Then came the reason. They wanted to make sure all clothes are free from "Najis" such as Dog hair, alcohol (maybe) and all that. So i was like ooohhh I get it. So it's fine. They have the right to do that. So why not? If you feel uncomfortable about it and like to take everything negatively, then the solution is simple. Don't go. Wash your own clothes, duh!

What amazes me is how the non-Muslims don't seem to care much about it. The offended people are the Muslims themselves. (Whaaaat?) Reading comments on all posts related to that, most Chinese and Indians are like "Oh okay, it's cool, we get it..." but the Muslims seem to be jumping around having panic attack. Geez, chill, bros. It's a freaking Launderette. It's not the end of the world.

The issue reached its peak when the Sultan of Johor threatened to close down the business if the owner didn't take off the sign. Wow extreme. And everyone thought he would be on the owner's side.

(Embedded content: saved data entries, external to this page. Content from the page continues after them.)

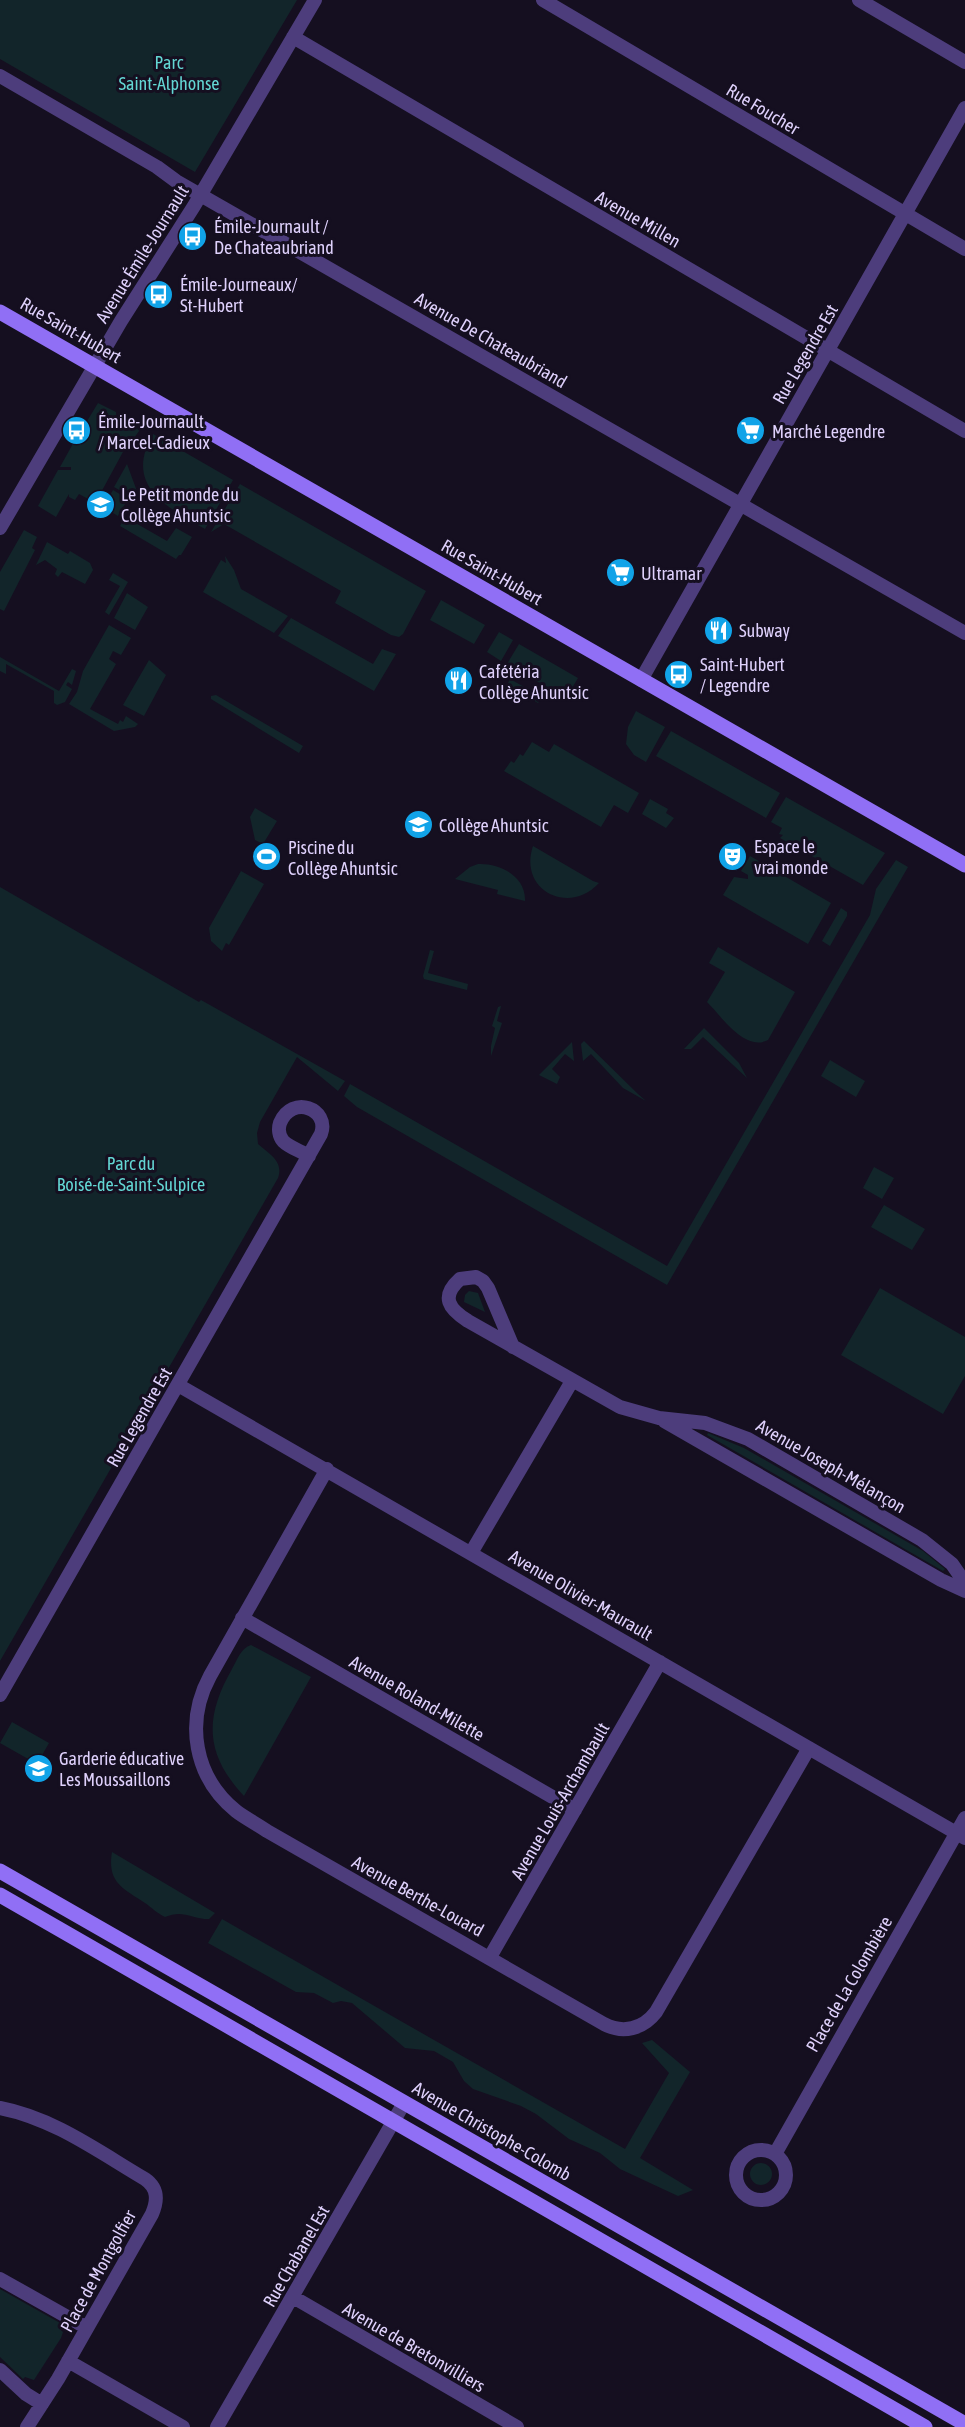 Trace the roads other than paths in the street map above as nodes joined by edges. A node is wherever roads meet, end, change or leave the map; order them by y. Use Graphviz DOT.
graph roads {
  1 [pos="315,0"];
  2 [pos="543,0"];
  3 [pos="859,0"];
  4 [pos="293,38"];
  5 [pos="965,62"];
  6 [pos="0,76"];
  7 [pos="965,108"];
  8 [pos="201,195"];
  9 [pos="905,214"];
  10 [pos="965,249"];
  11 [pos="0,312"];
  12 [pos="828,351"];
  13 [pos="95,366"];
  14 [pos="965,431"];
  15 [pos="740,503"];
  16 [pos="0,528"];
  17 [pos="965,633"];
  18 [pos="641,680"];
  19 [pos="965,865"];
  20 [pos="309,1156"];
  21 [pos="513,1347"];
  22 [pos="572,1381"];
  23 [pos="178,1385"];
  24 [pos="659,1418"];
  25 [pos="327,1469"];
  26 [pos="471,1553"];
  27 [pos="965,1583"];
  28 [pos="965,1591"];
  29 [pos="242,1618"];
  30 [pos="660,1662"];
  31 [pos="0,1695"];
  32 [pos="809,1748"];
  33 [pos="575,1810"];
  34 [pos="965,1818"];
  35 [pos="961,1835"];
  36 [pos="0,1871"];
  37 [pos="0,1895"];
  38 [pos="490,1958"];
  39 [pos="404,2103"];
  40 [pos="0,2108"];
  41 [pos="394,2121"];
  42 [pos="775,2154"];
  43 [pos="0,2279"];
  44 [pos="293,2298"];
  45 [pos="87,2328"];
  46 [pos="69,2361"];
  47 [pos="0,2370"];
  48 [pos="42,2404"];
  49 [pos="965,2424"];
  50 [pos="27,2427"];
  51 [pos="183,2427"];
  52 [pos="217,2427"];
  53 [pos="517,2427"];
  54 [pos="925,2427"];
  1 -- 4 [label="street, Avenue Émile-Journault"];
  2 -- 9 [label="street, Rue Foucher"];
  3 -- 5 [label="street"];
  4 -- 8 [label="street, Avenue Émile-Journault"];
  4 -- 12 [label="street, Avenue Millen"];
  6 -- 8 [label="street, Avenue De Chateaubriand"];
  7 -- 9 [label="street, Rue Legendre Est"];
  8 -- 13 [label="street, Avenue Émile-Journault"];
  8 -- 15 [label="street, Avenue De Chateaubriand"];
  9 -- 10 [label="street, Rue Foucher"];
  9 -- 12 [label="street, Rue Legendre Est"];
  11 -- 13 [label="main road, Rue Saint-Hubert"];
  12 -- 14 [label="street, Avenue Millen"];
  12 -- 15 [label="street, Rue Legendre Est"];
  13 -- 16 [label="street, Avenue Émile-Journault"];
  13 -- 18 [label="main road, Rue Saint-Hubert"];
  15 -- 17 [label="street, Avenue De Chateaubriand"];
  15 -- 18 [label="street, Rue Legendre Est"];
  18 -- 19 [label="main road, Rue Saint-Hubert"];
  20 -- 23 [label="street, Rue Legendre Est"];
  21 -- 21 [label="street, Avenue Joseph-Mélançon"];
  21 -- 22 [label="street, Avenue Joseph-Mélançon"];
  22 -- 24 [label="street, Avenue Joseph-Mélançon"];
  22 -- 26 [label="street"];
  23 -- 25 [label="street, Avenue Olivier-Maurault"];
  23 -- 31 [label="street, Rue Legendre Est"];
  24 -- 27 [label="street, Avenue Joseph-Mélançon"];
  24 -- 28 [label="street, Avenue Joseph-Mélançon"];
  25 -- 26 [label="street, Avenue Olivier-Maurault"];
  25 -- 29 [label="street, Avenue Berthe-Louard"];
  26 -- 30 [label="street, Avenue Olivier-Maurault"];
  29 -- 33 [label="street, Avenue Roland-Milette"];
  29 -- 38 [label="street, Avenue Berthe-Louard"];
  30 -- 32 [label="street, Avenue Olivier-Maurault"];
  30 -- 33 [label="street, Avenue Louis-Archambault"];
  32 -- 35 [label="street, Avenue Olivier-Maurault"];
  32 -- 38 [label="street, Avenue Berthe-Louard"];
  33 -- 38 [label="street, Avenue Louis-Archambault"];
  34 -- 35 [label="street"];
  35 -- 42 [label="street, Place de La Colombière"];
  36 -- 39 [label="main road, Avenue Christophe-Colomb"];
  37 -- 41 [label="main road"];
  39 -- 41 [label="street, Rue Chabanel Est"];
  39 -- 49 [label="main road, Avenue Christophe-Colomb"];
  40 -- 45 [label="street, Place de Montgolfier"];
  41 -- 44 [label="street, Rue Chabanel Est"];
  41 -- 54 [label="main road"];
  43 -- 45 [label="street"];
  44 -- 52 [label="street, Rue Chabanel Est"];
  44 -- 53 [label="street, Avenue de Bretonvilliers"];
  45 -- 46 [label="street, Place de Montgolfier"];
  46 -- 48 [label="street, Place de Montgolfier"];
  46 -- 51 [label="street"];
  47 -- 48 [label="street"];
  48 -- 50 [label="street, Place de Montgolfier"];
}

"We are not Taliban.." was one of the statement used by the Sultan in his speech. I agree. I deeply despise extremism. However, in this case, I don't think the business's intention (of limiting customers to Muslims only) is any big deal. I am not good in Business policies, hell I'm still struggling to pass my CBM course, but I personally think and feel like every business owner has a right to select their target customers. So if they want a 100% Muslim market, let them be. Just like other business, where Non-Muslims aren't allowed in. Nobody made a big deal about that.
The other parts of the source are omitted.